9. The nerve storage solution of claim 1, wherein the nerve storage solution is hypotonic Normosol-R (dNR).

10. The nerve storage solution according to claim 1, further comprising an axon or a tissue comprising an axon.

11. A method of repairing an injury to a nerve site in a subject comprising:

(a) providing a nerve graft comprising an axon;

(b) treating said nerve graft with a solution according to claim 1;

(c) placing the nerve graft into the injured nerve site.

12. The method of claim 11, wherein the injured nerve site is in a peripheral nerve.

13. The method of claim 11 wherein the injured nerve site is in an organ, such as heart, lung, kidney, liver, colon, intestine, esophagus, tongue, or stomach.

14. The method according to claim 11, wherein the injured nerve site is in an arm, a leg, a finger or a toe.

15. The method according to claim 11, wherein the nerve graft is derived from a sensory nerve, motor nerve, or a mixed nerve.

16. The method according to claim 11, wherein the nerve graft is an allograft, such as a vascularized composite allograft, isograft or an autograft.

17. The method according to claim 11, wherein the subject is a human subject.

18. The method according to claim 11, wherein the subject is a non-human mammalian subject.

19. The method according to claim 11, wherein the injury is an acute injury or a chronic injury.

20. The method of claim 11, wherein the nerve graft is treated with polyethylene glycol.

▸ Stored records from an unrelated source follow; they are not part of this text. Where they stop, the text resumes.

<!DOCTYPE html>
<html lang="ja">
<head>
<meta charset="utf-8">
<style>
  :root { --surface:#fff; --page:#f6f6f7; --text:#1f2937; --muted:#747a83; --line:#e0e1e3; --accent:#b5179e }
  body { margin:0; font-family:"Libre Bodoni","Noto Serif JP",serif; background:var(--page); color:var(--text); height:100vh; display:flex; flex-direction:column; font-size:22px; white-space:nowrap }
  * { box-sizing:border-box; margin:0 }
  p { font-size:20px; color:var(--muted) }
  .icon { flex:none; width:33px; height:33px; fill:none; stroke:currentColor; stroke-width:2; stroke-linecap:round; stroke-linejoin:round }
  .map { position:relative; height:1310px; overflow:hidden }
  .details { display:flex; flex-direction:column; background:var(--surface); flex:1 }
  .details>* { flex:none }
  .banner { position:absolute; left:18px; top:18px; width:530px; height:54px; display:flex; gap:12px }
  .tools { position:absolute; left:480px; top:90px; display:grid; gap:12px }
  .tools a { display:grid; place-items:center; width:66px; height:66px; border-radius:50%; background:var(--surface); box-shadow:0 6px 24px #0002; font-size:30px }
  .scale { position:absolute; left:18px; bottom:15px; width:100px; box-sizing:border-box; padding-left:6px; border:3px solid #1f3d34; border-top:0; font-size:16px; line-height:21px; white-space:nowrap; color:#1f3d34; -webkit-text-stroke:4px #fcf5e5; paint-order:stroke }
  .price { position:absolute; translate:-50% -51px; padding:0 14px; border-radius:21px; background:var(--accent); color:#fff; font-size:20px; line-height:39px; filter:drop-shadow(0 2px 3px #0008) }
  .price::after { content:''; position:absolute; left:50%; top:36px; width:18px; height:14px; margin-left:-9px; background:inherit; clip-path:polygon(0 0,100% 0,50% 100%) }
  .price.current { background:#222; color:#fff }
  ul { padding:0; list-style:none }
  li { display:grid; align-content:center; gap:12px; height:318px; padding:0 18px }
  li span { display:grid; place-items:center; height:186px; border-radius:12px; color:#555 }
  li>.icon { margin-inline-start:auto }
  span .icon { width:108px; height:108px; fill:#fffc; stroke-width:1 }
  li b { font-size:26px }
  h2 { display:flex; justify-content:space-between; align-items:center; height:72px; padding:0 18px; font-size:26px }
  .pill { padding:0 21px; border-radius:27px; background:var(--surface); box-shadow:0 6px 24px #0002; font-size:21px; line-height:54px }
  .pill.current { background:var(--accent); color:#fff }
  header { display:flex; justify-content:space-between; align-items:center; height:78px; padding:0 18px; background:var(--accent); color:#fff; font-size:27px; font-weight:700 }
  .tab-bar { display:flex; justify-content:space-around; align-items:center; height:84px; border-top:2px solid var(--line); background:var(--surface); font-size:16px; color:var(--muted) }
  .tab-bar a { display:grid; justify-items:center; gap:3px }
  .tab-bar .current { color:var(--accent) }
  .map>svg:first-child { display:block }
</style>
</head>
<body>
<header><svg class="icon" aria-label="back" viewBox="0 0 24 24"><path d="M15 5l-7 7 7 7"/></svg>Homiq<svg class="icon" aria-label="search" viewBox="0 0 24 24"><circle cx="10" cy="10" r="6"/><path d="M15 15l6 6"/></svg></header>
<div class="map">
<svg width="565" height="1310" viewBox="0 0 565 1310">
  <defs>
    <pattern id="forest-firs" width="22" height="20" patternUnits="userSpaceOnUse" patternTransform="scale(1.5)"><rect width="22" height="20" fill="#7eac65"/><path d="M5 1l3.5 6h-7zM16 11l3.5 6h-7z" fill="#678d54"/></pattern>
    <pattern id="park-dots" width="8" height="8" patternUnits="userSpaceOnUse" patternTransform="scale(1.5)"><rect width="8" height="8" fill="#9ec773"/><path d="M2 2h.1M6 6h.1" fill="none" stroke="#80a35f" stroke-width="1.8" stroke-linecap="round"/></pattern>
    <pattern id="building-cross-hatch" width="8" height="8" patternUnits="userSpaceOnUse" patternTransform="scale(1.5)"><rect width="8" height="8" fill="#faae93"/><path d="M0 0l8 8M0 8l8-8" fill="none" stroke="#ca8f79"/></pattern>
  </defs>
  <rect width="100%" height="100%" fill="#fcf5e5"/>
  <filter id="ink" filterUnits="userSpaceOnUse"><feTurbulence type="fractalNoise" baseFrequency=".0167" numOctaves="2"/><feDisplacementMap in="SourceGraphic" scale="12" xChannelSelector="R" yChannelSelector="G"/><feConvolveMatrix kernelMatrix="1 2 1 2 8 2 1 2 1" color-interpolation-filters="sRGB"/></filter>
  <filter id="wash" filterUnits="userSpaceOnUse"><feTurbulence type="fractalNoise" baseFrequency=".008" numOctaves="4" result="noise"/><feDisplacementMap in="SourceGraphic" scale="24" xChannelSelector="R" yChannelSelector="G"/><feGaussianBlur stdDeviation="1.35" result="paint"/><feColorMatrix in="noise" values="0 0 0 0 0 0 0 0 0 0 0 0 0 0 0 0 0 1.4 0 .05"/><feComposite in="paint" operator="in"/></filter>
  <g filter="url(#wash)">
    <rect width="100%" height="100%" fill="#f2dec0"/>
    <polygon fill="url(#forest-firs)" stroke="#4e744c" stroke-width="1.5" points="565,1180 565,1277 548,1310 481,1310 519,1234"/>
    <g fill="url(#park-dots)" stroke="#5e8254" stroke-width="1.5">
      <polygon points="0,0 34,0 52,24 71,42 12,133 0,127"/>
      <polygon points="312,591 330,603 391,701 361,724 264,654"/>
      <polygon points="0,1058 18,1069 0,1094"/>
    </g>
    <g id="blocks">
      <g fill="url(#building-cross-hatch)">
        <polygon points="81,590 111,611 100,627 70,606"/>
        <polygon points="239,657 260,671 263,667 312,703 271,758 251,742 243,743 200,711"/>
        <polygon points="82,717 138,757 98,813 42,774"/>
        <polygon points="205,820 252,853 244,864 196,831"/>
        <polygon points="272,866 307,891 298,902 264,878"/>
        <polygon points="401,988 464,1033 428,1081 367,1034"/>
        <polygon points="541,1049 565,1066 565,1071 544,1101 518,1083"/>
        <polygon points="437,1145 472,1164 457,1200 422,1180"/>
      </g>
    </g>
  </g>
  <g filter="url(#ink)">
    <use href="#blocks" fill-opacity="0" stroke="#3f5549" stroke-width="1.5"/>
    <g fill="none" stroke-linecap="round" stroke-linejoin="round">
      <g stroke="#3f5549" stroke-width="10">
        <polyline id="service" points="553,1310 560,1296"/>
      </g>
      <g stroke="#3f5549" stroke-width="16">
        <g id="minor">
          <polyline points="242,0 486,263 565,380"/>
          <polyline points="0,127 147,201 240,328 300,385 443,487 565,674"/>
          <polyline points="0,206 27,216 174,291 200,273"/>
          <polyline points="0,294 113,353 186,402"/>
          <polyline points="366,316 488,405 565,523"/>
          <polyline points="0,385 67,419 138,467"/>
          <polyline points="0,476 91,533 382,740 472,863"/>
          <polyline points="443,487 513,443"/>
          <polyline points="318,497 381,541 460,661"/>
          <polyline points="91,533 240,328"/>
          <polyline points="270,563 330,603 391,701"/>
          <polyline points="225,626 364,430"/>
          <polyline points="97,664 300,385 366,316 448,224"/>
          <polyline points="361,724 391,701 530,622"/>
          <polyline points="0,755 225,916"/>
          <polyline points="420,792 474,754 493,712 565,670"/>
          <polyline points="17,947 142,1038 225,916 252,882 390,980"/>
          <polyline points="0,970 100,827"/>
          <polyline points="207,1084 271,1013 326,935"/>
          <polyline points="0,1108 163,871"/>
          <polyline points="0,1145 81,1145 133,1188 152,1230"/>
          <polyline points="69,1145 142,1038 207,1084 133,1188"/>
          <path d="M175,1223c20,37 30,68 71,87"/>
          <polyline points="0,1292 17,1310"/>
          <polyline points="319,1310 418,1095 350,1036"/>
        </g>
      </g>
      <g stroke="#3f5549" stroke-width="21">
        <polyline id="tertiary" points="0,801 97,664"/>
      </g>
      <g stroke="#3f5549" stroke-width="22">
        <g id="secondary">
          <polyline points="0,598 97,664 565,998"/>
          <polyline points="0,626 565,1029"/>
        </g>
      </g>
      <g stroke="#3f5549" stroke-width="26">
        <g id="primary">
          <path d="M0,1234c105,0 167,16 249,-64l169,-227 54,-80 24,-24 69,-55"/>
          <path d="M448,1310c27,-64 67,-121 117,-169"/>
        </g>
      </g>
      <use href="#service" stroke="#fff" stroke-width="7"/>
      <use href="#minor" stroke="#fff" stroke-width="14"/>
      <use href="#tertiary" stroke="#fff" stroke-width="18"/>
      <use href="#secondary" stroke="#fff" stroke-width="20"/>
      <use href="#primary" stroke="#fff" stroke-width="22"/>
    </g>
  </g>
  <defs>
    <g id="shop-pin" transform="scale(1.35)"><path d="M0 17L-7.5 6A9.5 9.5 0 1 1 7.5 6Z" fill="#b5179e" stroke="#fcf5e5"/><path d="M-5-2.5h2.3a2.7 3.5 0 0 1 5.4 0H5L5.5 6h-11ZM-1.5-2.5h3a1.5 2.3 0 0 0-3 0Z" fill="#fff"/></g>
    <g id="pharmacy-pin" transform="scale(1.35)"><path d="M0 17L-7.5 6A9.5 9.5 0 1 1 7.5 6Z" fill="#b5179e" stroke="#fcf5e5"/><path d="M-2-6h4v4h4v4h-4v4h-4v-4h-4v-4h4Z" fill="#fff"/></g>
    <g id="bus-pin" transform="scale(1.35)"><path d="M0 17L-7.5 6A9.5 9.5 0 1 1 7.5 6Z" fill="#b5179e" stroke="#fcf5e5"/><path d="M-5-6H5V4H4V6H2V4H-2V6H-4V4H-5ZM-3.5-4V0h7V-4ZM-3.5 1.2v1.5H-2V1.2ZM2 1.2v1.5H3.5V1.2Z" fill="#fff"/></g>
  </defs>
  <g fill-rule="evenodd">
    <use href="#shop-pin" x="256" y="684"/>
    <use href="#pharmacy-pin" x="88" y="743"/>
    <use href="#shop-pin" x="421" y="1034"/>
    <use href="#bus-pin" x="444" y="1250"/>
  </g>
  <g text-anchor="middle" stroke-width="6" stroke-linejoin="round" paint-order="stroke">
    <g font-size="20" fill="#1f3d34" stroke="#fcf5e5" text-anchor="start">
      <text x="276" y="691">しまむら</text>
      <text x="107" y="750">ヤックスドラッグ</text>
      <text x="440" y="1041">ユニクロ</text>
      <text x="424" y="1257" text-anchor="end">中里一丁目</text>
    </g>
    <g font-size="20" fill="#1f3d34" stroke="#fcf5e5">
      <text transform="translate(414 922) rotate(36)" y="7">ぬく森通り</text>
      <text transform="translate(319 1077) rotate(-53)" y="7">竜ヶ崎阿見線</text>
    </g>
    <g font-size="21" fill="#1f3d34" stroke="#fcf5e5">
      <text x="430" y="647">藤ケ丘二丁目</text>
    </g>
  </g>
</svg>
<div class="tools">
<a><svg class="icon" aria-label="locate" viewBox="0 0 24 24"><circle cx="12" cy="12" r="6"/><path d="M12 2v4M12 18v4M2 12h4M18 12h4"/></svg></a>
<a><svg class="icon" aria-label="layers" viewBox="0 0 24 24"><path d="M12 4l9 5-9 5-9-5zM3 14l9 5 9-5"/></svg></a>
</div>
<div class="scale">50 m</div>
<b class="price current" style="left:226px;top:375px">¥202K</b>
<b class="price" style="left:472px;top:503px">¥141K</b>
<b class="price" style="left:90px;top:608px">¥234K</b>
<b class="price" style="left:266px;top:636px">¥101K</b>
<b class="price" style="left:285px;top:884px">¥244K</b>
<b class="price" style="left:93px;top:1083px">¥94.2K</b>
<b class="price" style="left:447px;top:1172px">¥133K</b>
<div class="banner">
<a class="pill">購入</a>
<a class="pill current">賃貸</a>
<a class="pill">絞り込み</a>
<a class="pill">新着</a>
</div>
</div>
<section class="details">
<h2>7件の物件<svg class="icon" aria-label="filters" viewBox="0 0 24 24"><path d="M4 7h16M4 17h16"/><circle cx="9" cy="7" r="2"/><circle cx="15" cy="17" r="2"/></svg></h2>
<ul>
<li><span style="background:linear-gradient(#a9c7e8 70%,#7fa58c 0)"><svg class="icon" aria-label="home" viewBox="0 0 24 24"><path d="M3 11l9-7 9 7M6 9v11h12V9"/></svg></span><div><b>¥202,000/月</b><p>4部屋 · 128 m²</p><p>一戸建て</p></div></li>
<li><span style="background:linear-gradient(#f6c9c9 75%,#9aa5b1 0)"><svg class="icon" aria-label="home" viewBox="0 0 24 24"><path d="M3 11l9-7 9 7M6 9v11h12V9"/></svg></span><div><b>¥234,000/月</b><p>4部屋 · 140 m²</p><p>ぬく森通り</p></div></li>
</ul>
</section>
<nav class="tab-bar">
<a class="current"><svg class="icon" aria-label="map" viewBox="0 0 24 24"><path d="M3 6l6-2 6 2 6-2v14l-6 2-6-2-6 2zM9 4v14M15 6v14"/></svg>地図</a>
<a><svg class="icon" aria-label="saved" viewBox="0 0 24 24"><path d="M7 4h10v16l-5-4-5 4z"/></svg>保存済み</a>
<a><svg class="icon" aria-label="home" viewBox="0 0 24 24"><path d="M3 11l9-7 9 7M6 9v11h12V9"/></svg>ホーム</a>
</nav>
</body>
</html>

21. A method of treating or storing an axon or tissue containing an axon comprising contacting said axon or tissue containing an axon with a nerve storage solution comprising calcium-free solution comprising sodium chloride, sodium acetate anhydrous, sodium gluconate, potassium chloride, and magnesium chloride and exhibiting no more than about 250-255 mOsm per liter (measured osmosality).

22.-34. canceled

35. An axon or tissue comprising an axon treated with a nerve storage solution according to claim 1.